As for Devlin Stone, she would ignore the prickle of attraction, maintain her distance with the laughing quips and smiling rebuffs that had thus far served her well with other flirtatious men. By the time Theodora Langst— The mental lapse stabbed her like a hatpin. For the rest of the way to the track she mentally repeated her assumed name—Theodora Pickford, Thea Pickford…Miss Pickford—and envisaged herself the privileged heiress whose beauty, grace and supreme self-confidence had won the love of a dashing Englishman. Is Neville a baron, or an earl? Inside her frilly lace gloves Thea’s palms turned clammy; she gripped her lace parasol more tightly.
Her cause was just, her purpose noble, she reminded herself staunchly in a mantra repeated often these past weeks. The only person who would be hurt by her actions was the man who deserved it. Sometimes the end did justify the means.
It was ten minutes until post time when the load of passengers descended onto the velvet green lawns surrounding the racetrack. The crowd streaming into the grandstands looked to number in the thousands, not the hundred or so Thea had naively anticipated. Spotting Mr. Stone would be more difficult than she’d anticipated. Stalling, she opened her parasol and hoped she looked as though she expected her escort to appear any second. Beneath broad-trunked shade trees, jockeys fidgeted while trainers saddled the horses for the next race. Striped tents fluttered in a stray breeze, shading hundreds of race goers. Dust filmed the air. At one end of the sweeping slate-roofed grandstands she noticed a separate, open-sided structure full of odd-looking little stalls on stilts.
“What’s going on over there?” she asked a passing gentleman studying a copy of the Daily Saratogian.
“Betting ring, ma’am. But that one’s only for the gents. Ladies’ betting is up on the top landing, rear of the grandstand. You a maiden filly, right? Well, you’re in luck. Track was closed last year. But you can see for yourself the people have spoken, and the sport of kings is back at Saratoga. You go on up there, purchase yourself a ticket. Rensselaer looks good in the Travers. Good luck to you, miss.”
“Thank you,” Thea said faintly, staring after the man.
Older, shadowy emotions stirred inside, greasy splotches of childhood memories. One of the cards her father had sent to her years ago had been postmarked “Saratoga Springs.” Now, though surrounded by faces full of excitement and nervous anticipation, for some reason she had to fight the urge to weep.
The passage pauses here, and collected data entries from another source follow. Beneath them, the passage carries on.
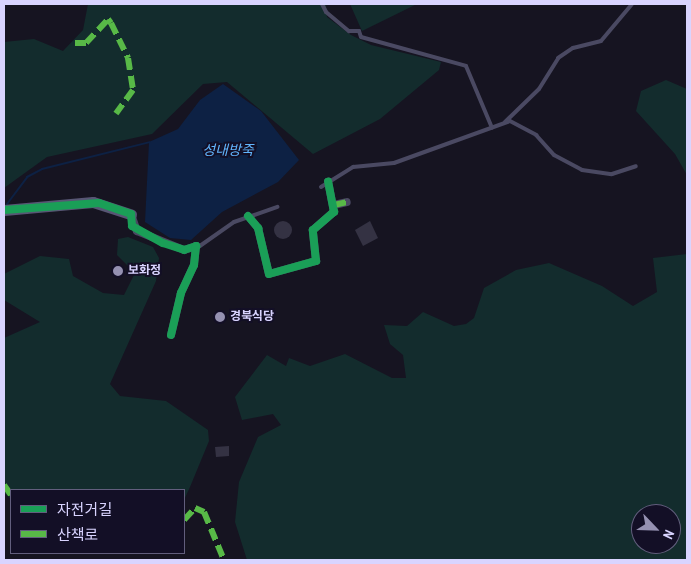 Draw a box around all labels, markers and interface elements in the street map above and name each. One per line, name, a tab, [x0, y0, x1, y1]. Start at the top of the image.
water label: 성내방죽	[202, 142, 254, 158]
place label: 보화정	[128, 264, 161, 278]
marker: 보화정	[112, 265, 124, 277]
place label: 경북식당	[230, 310, 274, 324]
marker: 경북식당	[214, 311, 226, 323]
legend	[10, 489, 185, 554]
text: 자전거길	[57, 499, 112, 520]
north arrow	[631, 504, 681, 554]
text: 산책로	[57, 524, 98, 545]
text: N	[659, 527, 679, 542]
In the distance a bell clanged several times, and the surge of humanity pressed upon her, sweeping her up in their rush to reach the stands.
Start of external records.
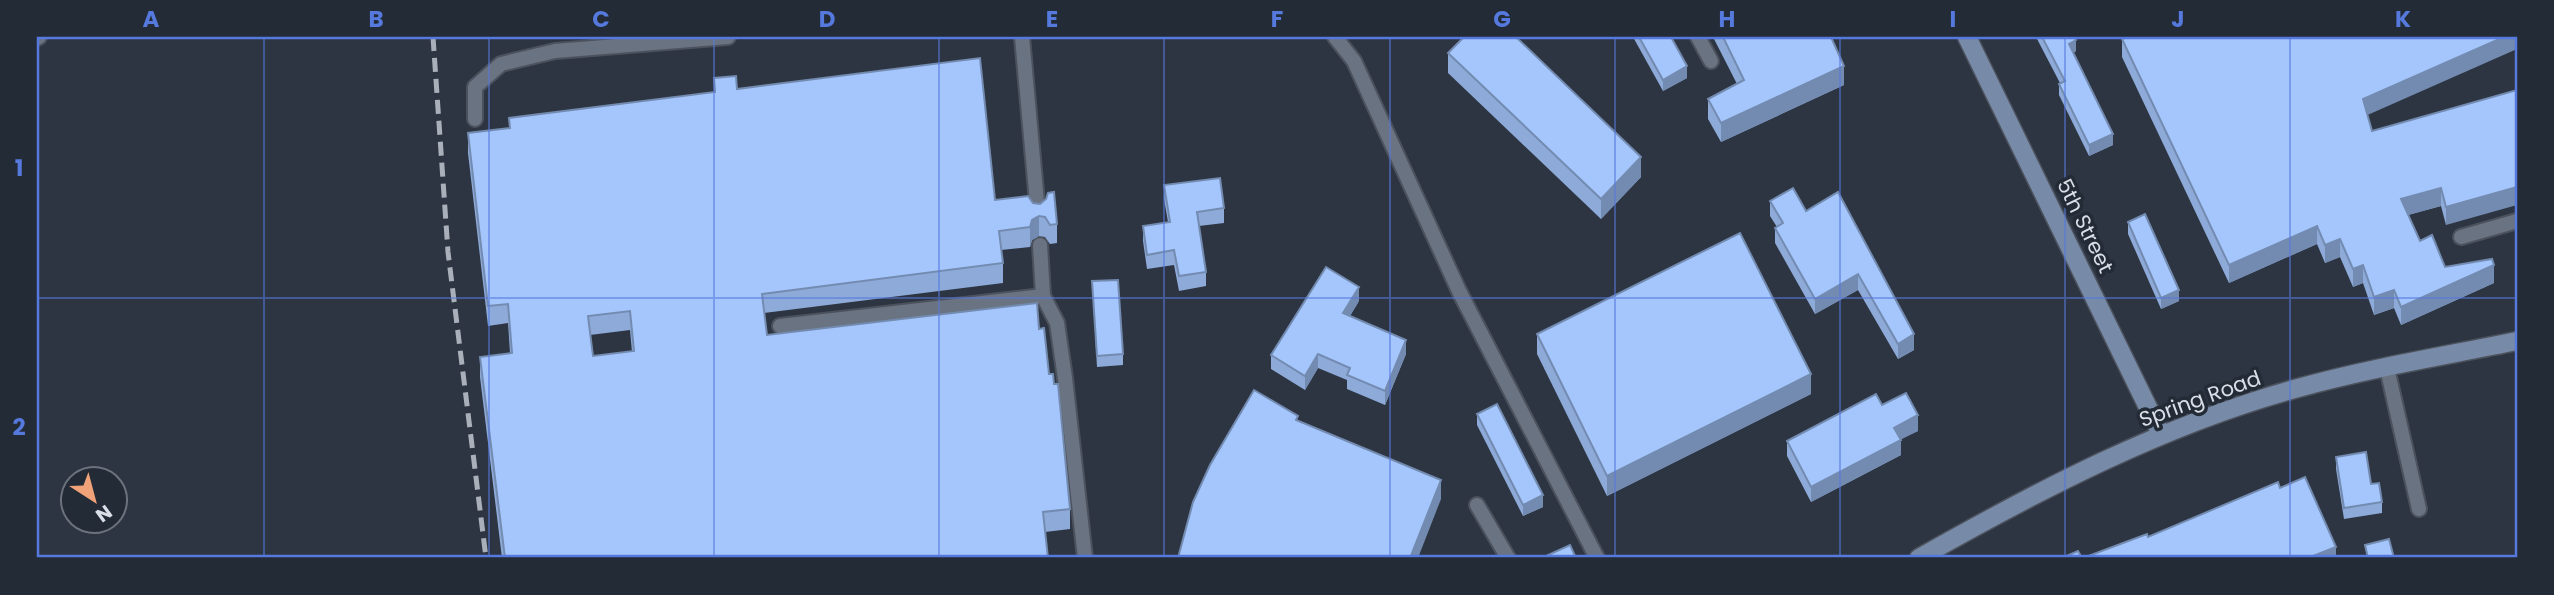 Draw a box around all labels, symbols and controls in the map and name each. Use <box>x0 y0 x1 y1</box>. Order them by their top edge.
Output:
text: A <box>143 3 160 35</box>
text: B <box>368 3 384 35</box>
text: C <box>592 3 610 35</box>
text: D <box>819 3 835 35</box>
text: E <box>1046 3 1058 35</box>
text: F <box>1271 3 1283 35</box>
text: G <box>1493 3 1511 35</box>
text: H <box>1719 3 1735 35</box>
text: I <box>1950 3 1956 35</box>
text: J <box>2171 3 2185 35</box>
text: K <box>2395 3 2411 35</box>
text: 1 <box>15 152 23 184</box>
street label: 5th Street <box>2050 174 2121 278</box>
street label: Spring Road <box>2135 363 2265 434</box>
text: 2 <box>12 411 26 443</box>
north arrow <box>60 466 130 536</box>
text: N <box>90 498 117 528</box>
Theodora, you dinglebrain, what were you thinking? She would never reach the stands, much less succeed in locating Devlin Stone in this sea of faces.
Abruptly she turned, elbowing her way through all the bodies rushing in the opposite direction. Breathing hard, she at last reached a broad dirt avenue, and her gaze fixed upon the less-peopled stables to the southeast of the track. Perhaps over there she could snatch a moment or two of privacy, just enough to stiffen her spine again and set her to rights. She wasn’t deserting the field of battle, nor abandoning her quest. She just needed to hush a few unpleasant voices from her childhood, and to come up with a more workable plan to locate Devlin Stone.